Running local models is good now
Hardware & affordability
- Many comments say “local is good now” only if you have serious hardware: 24–32 GB VRAM GPUs, 64–128 GB RAM Macs, or Strix Halo / DGX Spark–class boxes.
- Others push back: a 2–3k USD machine is out of reach for a large part of the world; for many devs $20–$200/month for a hosted model is cheaper and simpler.
- There’s debate over whether laptops (especially thermally constrained ones) are a good idea vs desktop/workstation or small on‑prem servers.
Capabilities of current local models
- Qwen 3.6 27B (dense) and 35B MoE, Gemma 4 (26B MoE, 31B dense), GLM 5.x, GPT‑OSS, Granite 4.1, etc. are cited as “very capable,” roughly comparable to mid‑2025 frontier quality for many tasks.

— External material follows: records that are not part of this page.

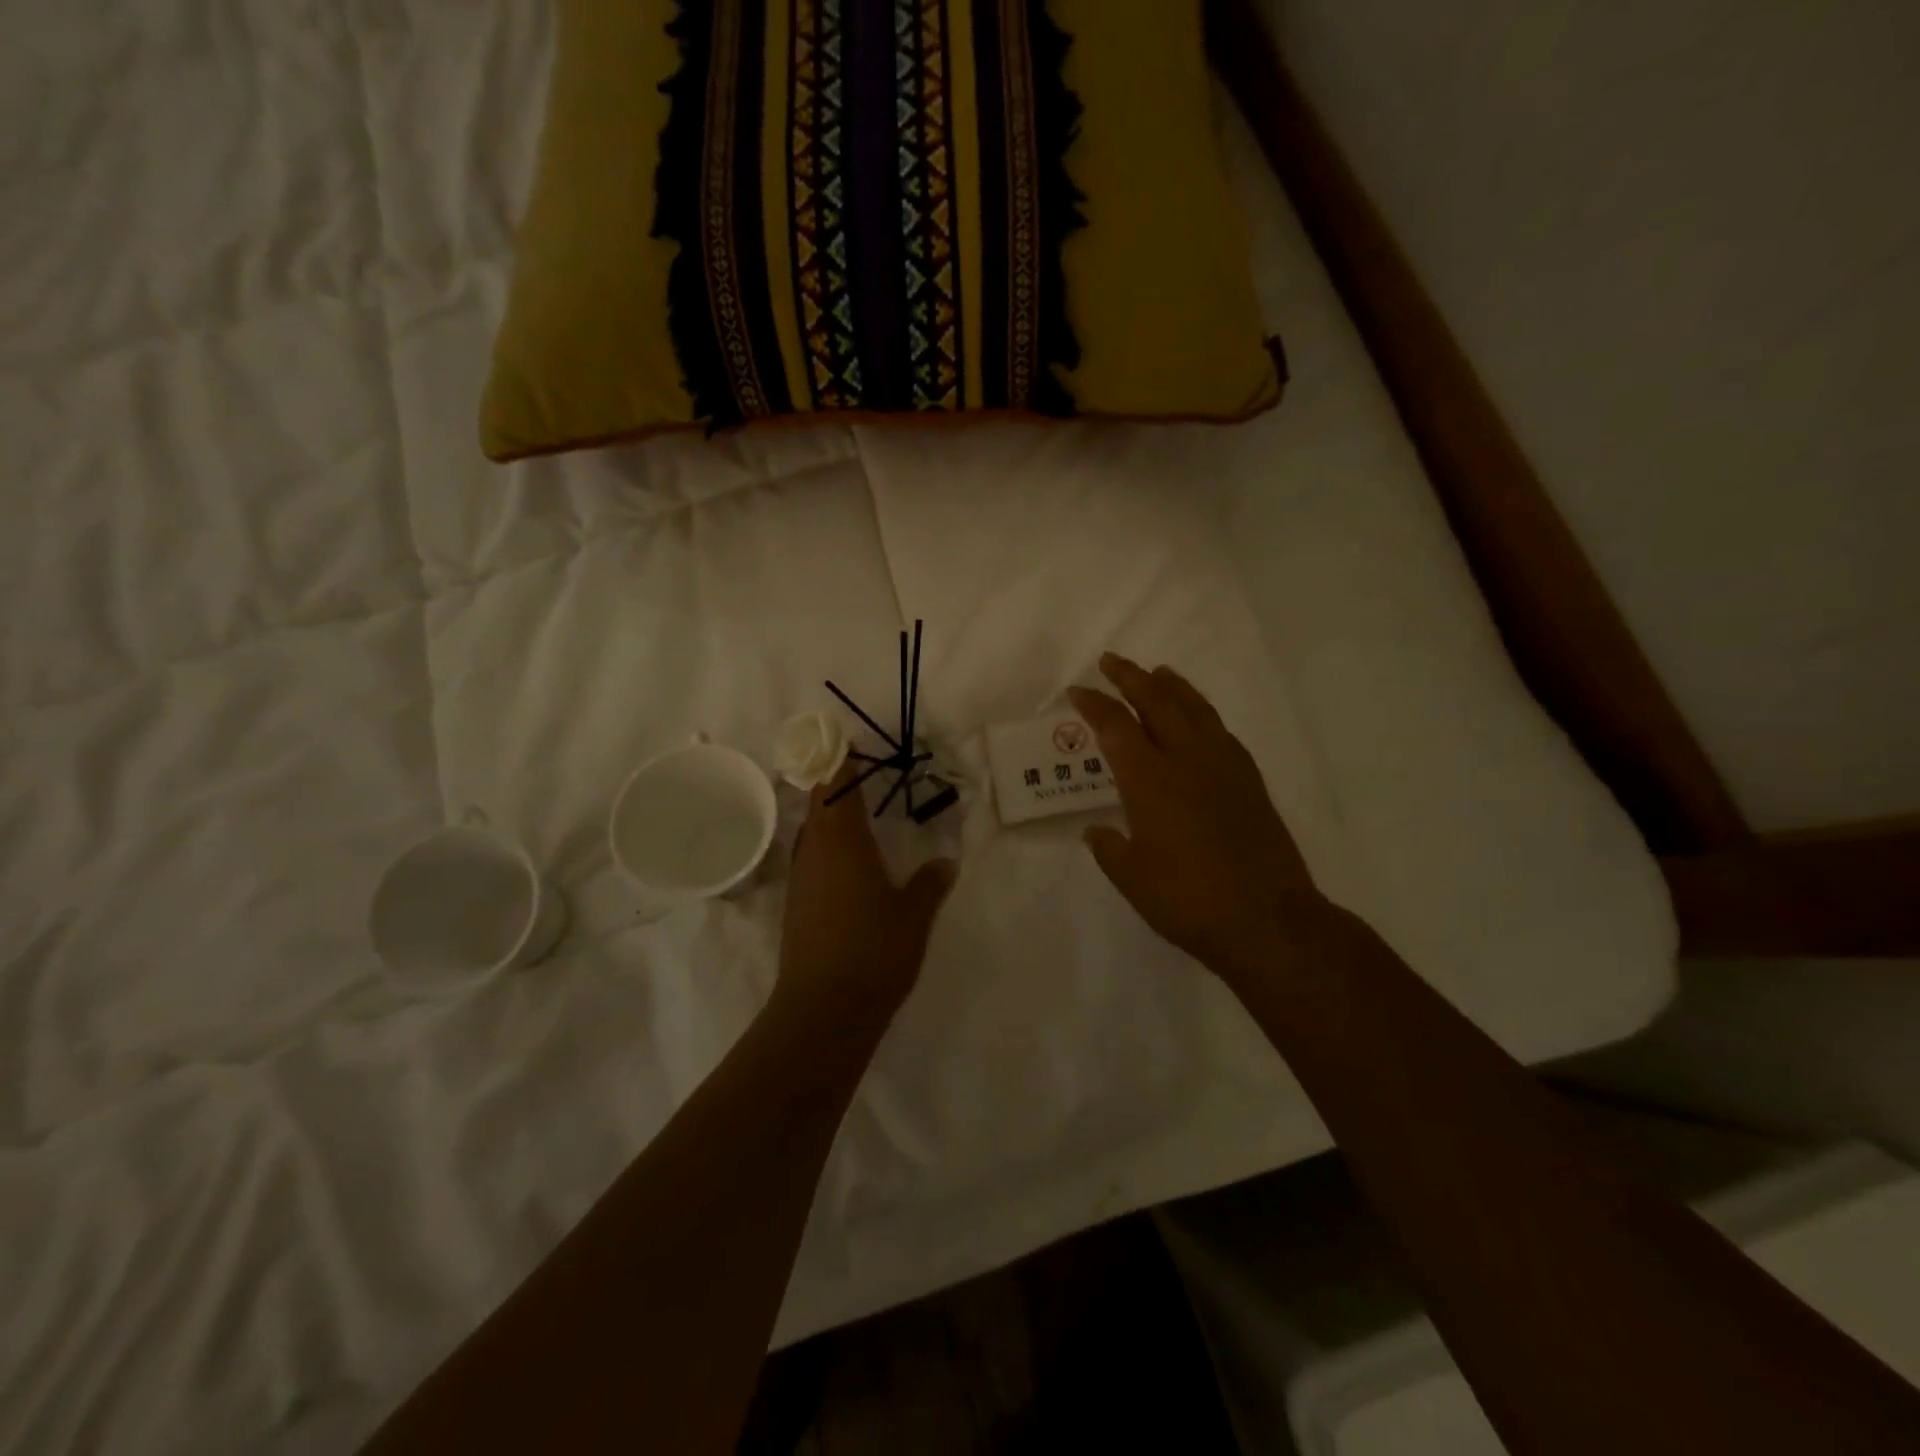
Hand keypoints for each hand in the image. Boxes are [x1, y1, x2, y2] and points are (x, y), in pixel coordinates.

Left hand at [778, 762, 958, 1022]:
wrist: (823, 1010)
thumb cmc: (874, 950)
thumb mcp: (915, 914)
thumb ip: (931, 883)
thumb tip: (946, 862)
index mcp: (843, 840)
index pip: (837, 784)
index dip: (842, 760)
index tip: (853, 743)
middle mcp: (815, 850)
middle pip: (819, 803)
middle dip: (838, 784)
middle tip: (866, 775)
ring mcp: (801, 878)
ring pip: (813, 832)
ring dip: (831, 817)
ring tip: (861, 815)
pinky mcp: (796, 905)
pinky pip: (811, 858)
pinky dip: (828, 847)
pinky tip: (849, 865)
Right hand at [1070, 654, 1331, 985]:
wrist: (1267, 919)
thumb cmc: (1188, 900)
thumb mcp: (1132, 879)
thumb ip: (1109, 848)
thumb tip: (1096, 831)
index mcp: (1149, 780)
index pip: (1114, 727)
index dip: (1093, 704)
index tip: (1076, 691)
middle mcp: (1185, 760)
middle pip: (1156, 703)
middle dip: (1130, 678)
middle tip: (1111, 661)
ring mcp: (1223, 766)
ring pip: (1194, 709)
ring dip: (1172, 687)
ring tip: (1159, 672)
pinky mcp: (1249, 780)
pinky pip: (1221, 731)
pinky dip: (1203, 714)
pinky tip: (1200, 719)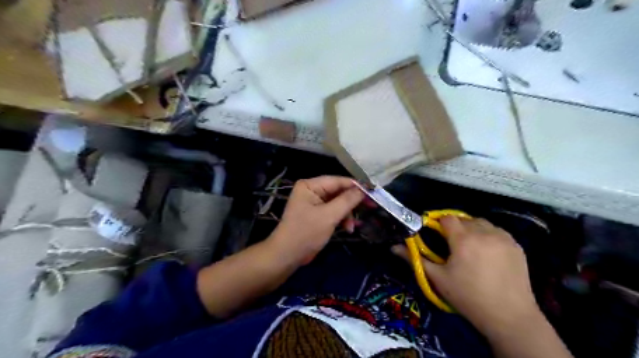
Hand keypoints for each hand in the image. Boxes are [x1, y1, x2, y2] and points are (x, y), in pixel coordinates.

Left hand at [268, 175, 363, 265]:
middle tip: (371, 207)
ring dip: (347, 214)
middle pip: (338, 191)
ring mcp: (314, 203)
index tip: (374, 191)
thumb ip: (347, 200)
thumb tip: (364, 189)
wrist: (287, 256)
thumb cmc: (306, 233)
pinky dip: (341, 219)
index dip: (356, 186)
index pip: (338, 181)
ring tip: (352, 226)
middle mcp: (311, 190)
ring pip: (338, 203)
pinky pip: (333, 212)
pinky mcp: (316, 214)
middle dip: (352, 202)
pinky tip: (348, 228)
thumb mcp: (329, 216)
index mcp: (310, 185)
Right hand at [395, 216, 537, 335]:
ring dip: (472, 229)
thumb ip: (415, 259)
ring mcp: (503, 238)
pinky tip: (487, 253)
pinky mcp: (517, 245)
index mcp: (464, 239)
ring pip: (481, 223)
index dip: (439, 224)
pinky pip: (497, 231)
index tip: (436, 236)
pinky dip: (488, 235)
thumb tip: (393, 247)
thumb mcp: (437, 278)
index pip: (447, 218)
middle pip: (464, 219)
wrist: (509, 317)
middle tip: (451, 245)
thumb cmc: (468, 297)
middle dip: (455, 227)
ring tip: (470, 247)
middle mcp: (485, 232)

- Users report 30–150+ tokens/s on commodity GPUs (e.g., 3090/4090/5090) and high‑RAM Macs, especially with MTP/speculative decoding and good quantization.
- Diffusion-style LLMs (e.g., DiffusionGemma) impress some for single‑prompt speed, but researchers in the thread say they likely don’t scale or match dense transformers in quality.
Coding & agent workflows
- Strong split in experience: some say Qwen 3.6 27B/35B are “good enough to daily‑drive” for coding; others find them far behind Claude/GPT for non‑toy codebases.
- Local models often struggle with:
- Reliable tool calls and JSON output.
- Large context workflows (hundreds of k tokens).
- Self‑directed, long‑horizon “vibe‑coding”; they get stuck, loop, or make subtle design errors.
- Many succeed by:
- Using frontier models to plan and local models to execute smaller tasks.
- Keeping prompts extremely specific and scoping work tightly.
- Accepting them as “smart autocomplete / junior dev,” not autonomous architects.
Harnesses, prompts & configuration
- Repeated theme: harness matters as much as the model. Pi, OpenCode, Hermes, custom CLIs, and carefully tuned system prompts/AGENTS.md drastically change results.
- Quantization is contentious: 4‑bit can “lobotomize” models for tool use; some advocate 5–6 bit or Q8 where possible, especially for MoE.
- Many warn that local setups require significant tinkering with flags, quant schemes, context sizes, and templates; expectations should be set accordingly.
Cloud vs local economics & control
- Pro‑local arguments:
- No rate limits, rug‑pulls, silent “nerfs,” or model deprecations.
- Better privacy and IP control; useful for regulated or paranoid environments.
- Hardware may depreciate more slowly than people expect given current GPU scarcity.
- Pro‑cloud arguments:
- Frontier models (Claude/GPT/DeepSeek) still clearly smarter at complex coding and agentic work.
- Hosted inference can be cheaper and faster for most users, with no hardware or maintenance burden.
- Businesses often prefer to “outsource the headache,” even if on‑prem could be cheaper.
Future outlook
- Many expect open/local models to keep improving with better architectures, quantization‑aware training, and inference tricks, but also expect frontier vendors to stay ahead at scale.
- There’s interest in:
- On‑prem GPU appliances for teams (e.g., “LLM in a closet”).
- Hybrid patterns: local for routine/private/low‑latency work, cloud for heavy planning or huge contexts.
- Some see this as a pivotal moment: local is already “good enough” for a surprising share of everyday tasks, though not yet a full replacement for top cloud models.